Theiling Online    Sitemap    Conlang Mailing List HQ   

Re: Tendencies of Sound Changes?

From:Roger Mills <rfmilly@...>
Date:Saturday, April 1, 2006, 18:55
John Vertical wrote:
> I'd say that languages have actual shifts and groups of languages have > tendencies.
Good. Another change that's very common: s > h (>0)
> > Anyway ... sounds shifts always require a context. Yes, medial voicing is > more likely than medial devoicing; but what about elsewhere? Devoicing > might > be preferred in global shifts...
At least in terms of one, that's true: in the development from Proto Austronesian > Proto Oceanic, all vd/vl pairs of stops > vl. (and all nasal+stop NC also > N+vl.stop).
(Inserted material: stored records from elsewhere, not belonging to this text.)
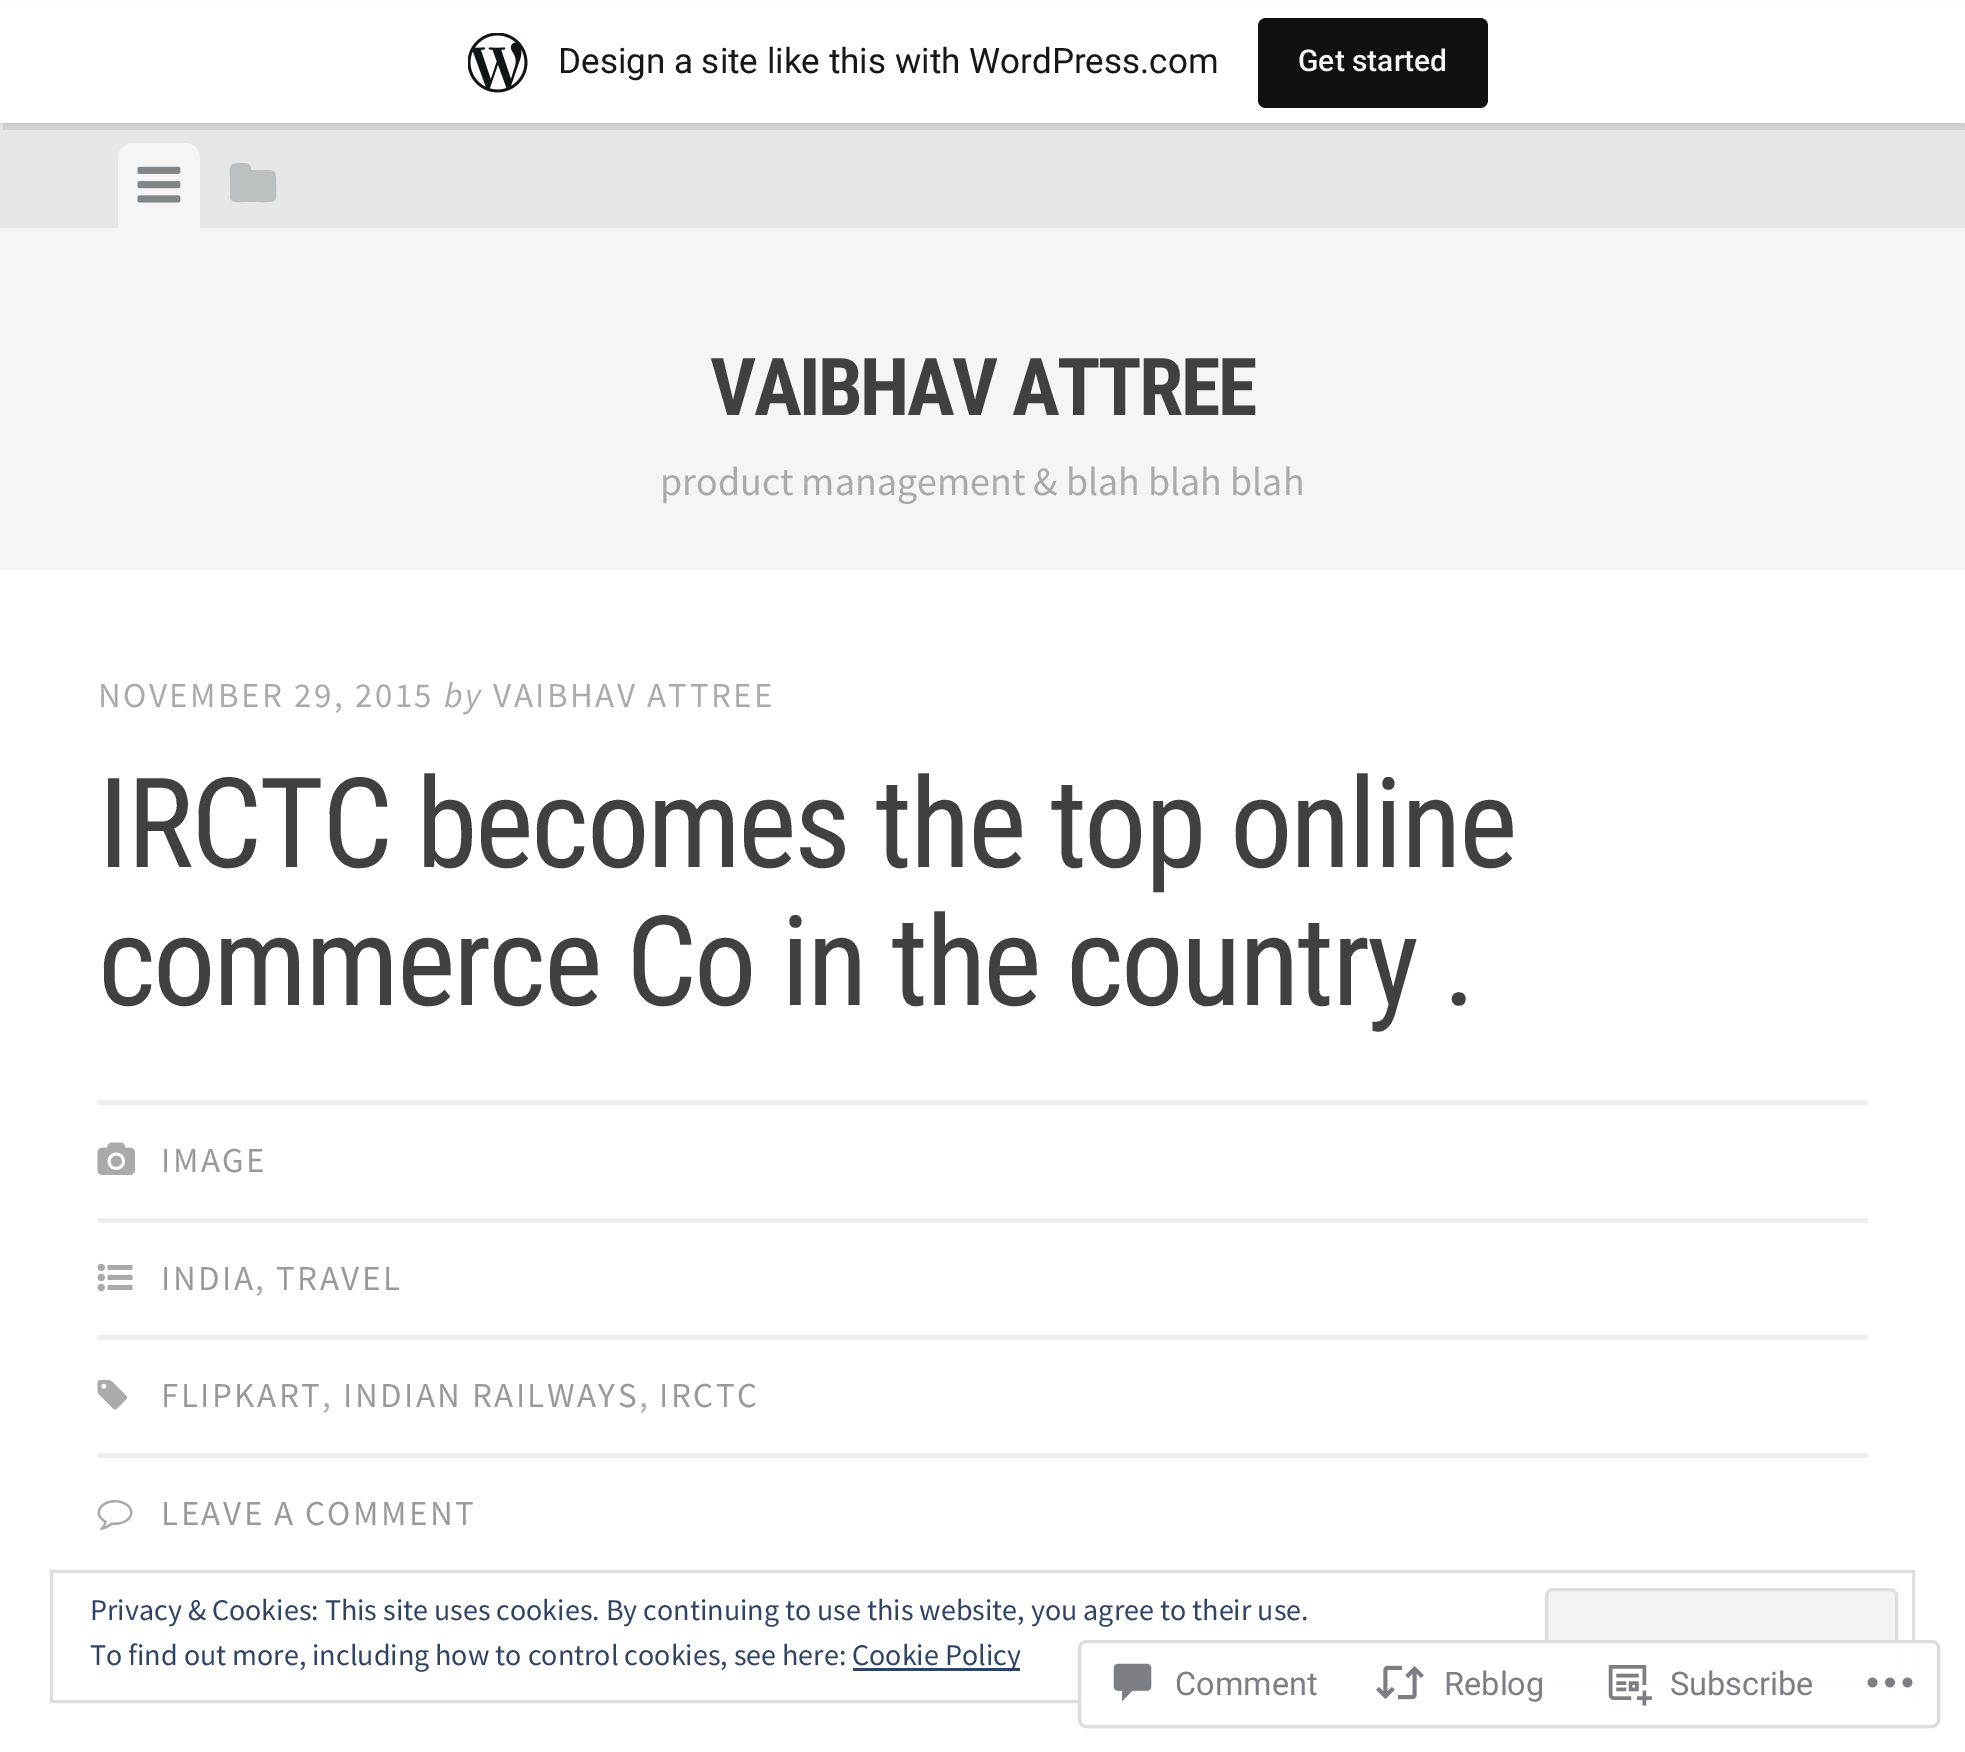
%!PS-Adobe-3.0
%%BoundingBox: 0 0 1965 1752
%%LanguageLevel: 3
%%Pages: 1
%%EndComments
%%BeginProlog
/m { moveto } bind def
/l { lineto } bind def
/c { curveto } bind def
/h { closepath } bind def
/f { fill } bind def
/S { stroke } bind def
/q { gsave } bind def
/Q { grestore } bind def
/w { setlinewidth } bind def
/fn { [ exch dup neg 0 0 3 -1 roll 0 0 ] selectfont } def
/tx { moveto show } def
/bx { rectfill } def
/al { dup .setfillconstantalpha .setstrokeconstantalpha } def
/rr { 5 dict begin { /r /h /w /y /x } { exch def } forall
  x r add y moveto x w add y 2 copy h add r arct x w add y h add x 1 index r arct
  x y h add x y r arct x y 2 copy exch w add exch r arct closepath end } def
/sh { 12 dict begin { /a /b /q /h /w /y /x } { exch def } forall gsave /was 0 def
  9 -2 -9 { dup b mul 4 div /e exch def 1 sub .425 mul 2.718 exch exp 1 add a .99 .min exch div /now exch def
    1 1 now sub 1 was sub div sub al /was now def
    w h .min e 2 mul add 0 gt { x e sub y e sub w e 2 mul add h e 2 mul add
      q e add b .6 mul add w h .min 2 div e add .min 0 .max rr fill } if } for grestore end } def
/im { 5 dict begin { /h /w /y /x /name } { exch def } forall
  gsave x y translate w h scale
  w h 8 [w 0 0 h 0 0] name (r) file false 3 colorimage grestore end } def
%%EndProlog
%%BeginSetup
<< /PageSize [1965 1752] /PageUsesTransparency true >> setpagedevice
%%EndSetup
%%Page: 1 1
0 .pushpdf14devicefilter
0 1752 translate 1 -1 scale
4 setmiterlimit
1 setgray
0 0 1965 1752 bx
0.906 setgray
0 123 1965 105 bx
0 setgray
0 3 1965 122 0 2.5 0.05 sh
0.08 al
3 122 m 3 130 l 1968 130 l 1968 8 l 1965 8 l 1965 122 l h f
1 al
1 setgray
0 1 1965 122 bx
(image0.raw) 468 33 60 60 im
/Roboto-Regular 35 fn
0.09 setgray
(Design a site like this with WordPress.com) 558 73 tx
0.067 setgray
1258 18 230 90 8 rr f
/Roboto-Medium 30 fn
0.965 0.969 0.969 setrgbcolor
(Get started) 1298 71 tx
0.961 setgray
0 228 1965 342 bx
133 143 m 185 143 l 193.5 143 200 149.5 200 158 c 200 228 l 118 228 l 118 158 l 118 149.5 124.5 143 133 143 c h f
(image1.raw) 137 166 44 37 im
0.729 0.749 0.761 setrgbcolor
230 196 m 230 178 l 230 167 228 163 241 163 c 246 163 251 163 251 170 c 267 170 l 277 170 276 174 276 183 c 276 203 279 202 259 202 c 242 202 l 237 202 230 203 230 196 c h f
/RobotoCondensed-Bold 80 fn
0.251 setgray
710 415 m -2.5 0 (VAIBHAV ATTREE) ashow
/SourceSansPro-Regular 40 fn
0.667 setgray
(product management & blah blah blah) 660 495 tx
/SourceSansPro-Regular 35 fn
98 707 m 2.5 0 (NOVEMBER 29, 2015) ashow
/SourceSansPro-Italic 35 fn
444 707 m 2.5 0 (by) ashow
/SourceSansPro-Regular 35 fn
493 707 m 2.5 0 (VAIBHAV ATTREE) ashow
/RobotoCondensed-Regular 125 fn
0.251 setgray
98 867 m -2.5 0 (IRCTC becomes the top online) ashow
98 1005 m -2.5 0 (commerce Co in the country .) ashow
0.933 setgray
98 1100 1770 5 bx
98 1218 1770 5 bx
(image2.raw) 97 1142 38 33 im
/SourceSansPro-Regular 35 fn
0.6 setgray
161 1172 m 2.5 0 (IMAGE) ashow
0.933 setgray
98 1335 1770 5 bx
(image3.raw) 97 1263 36 29 im
0.6 setgray
161 1290 m 2.5 0 (INDIA) ashow
276 1290 m 2.5 0 (TRAVEL) ashow
0.667 setgray
255 1290 m 2.5 0 (,) ashow
0.933 setgray
98 1453 1770 5 bx
(image4.raw) 97 1380 30 30 im
0.6 setgray
161 1407 m 2.5 0 (FLIPKART) ashow
343 1407 m 2.5 0 (INDIAN RAILWAYS) ashow
659 1407 m 2.5 0 (IRCTC) ashow
0.667 setgray
322 1407 m 2.5 0 (,) ashow
639 1407 m 2.5 0 (,) ashow
(image5.raw) 97 1500 36 30 im
0.6 setgray
161 1525 m 2.5 0 (LEAVE A COMMENT) ashow
0.871 setgray
3 w
51.5 1571.5 1862 130 rectstroke
/SourceSansPro-Regular 30 fn
0.18 0.267 0.404 setrgbcolor
(Privacy & Cookies: This site uses cookies. By continuing to use this website, you agree to their use.) 90 1620 tx
0.953 setgray
1546.5 1589.5 350 94 6.5 rr q f Q
0.871 setgray
S
0.18 0.267 0.404 setrgbcolor
(To find out more, including how to control cookies, see here:) 90 1665 tx
853 1668 167 3 bx
(Cookie Policy) 852 1665 tx
0.98 al
1 setgray
1078 1640 862 88 8 rr f
0.863 0.863 0.871 setrgbcolor
1079.5 1641.5 859 85 6.5 rr S
1 al
(image6.raw) 1113 1663 39 39 im
/Roboto-Regular 32.5 fn
0.482 0.498 0.522 setrgbcolor
(Comment) 1175 1695 tx
(image7.raw) 1376 1665 48 35 im
(Reblog) 1444 1695 tx
(image8.raw) 1608 1665 44 41 im
(Subscribe) 1670 1695 tx
(image9.raw) 1867 1677 46 11 im
.poppdf14devicefilter showpage
%%EOF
> One thing that's fairly safe to say is that out of the six "basic stops", > only /p g/ are prone to loss by fricativization.
I think we could enlarge that to labial and velar stops generally /p b k g/. Interestingly, in Jakobsonian distinctive feature notation, these form a "natural class" in that all are [+grave]. Again, in many AN subgroups in Indonesia, we have p > f > h > 0, b > B or w (> h/0 in one area I know of), k > ? > 0; while g tends to merge either with k or sometimes with N. Another phenomenon in SE Asian languages is the gradual loss of final consonants-- Matisoff called it a "continuum of consonantal attrition" w.r.t. the Sino-Tibetan langs. he was working with; it's also evident in Austronesian: Formosa/Philippines: final vd/vl stops Malay and many Indo. langs: only final vl. Moluccas: only vl, with *p/k tending > ? --Moluccan subgroups some only t,?, others all > 0 Some subgoups (on Sulawesi, non-Moluccan) also all > 0, but often retained in suffixes Proto Oceanic only ptk (with various survivals in Melanesia, but lost ~retained in suffixes by the time of Fiji/Polynesian. Similar developments of the other possible finals (r,l,s, the nasals). I can't think of anything similar in the IE area; of course that's because stem-final C were protected by suffixes. In the Asian case, the final C has very low functional load, consequently is prone to loss.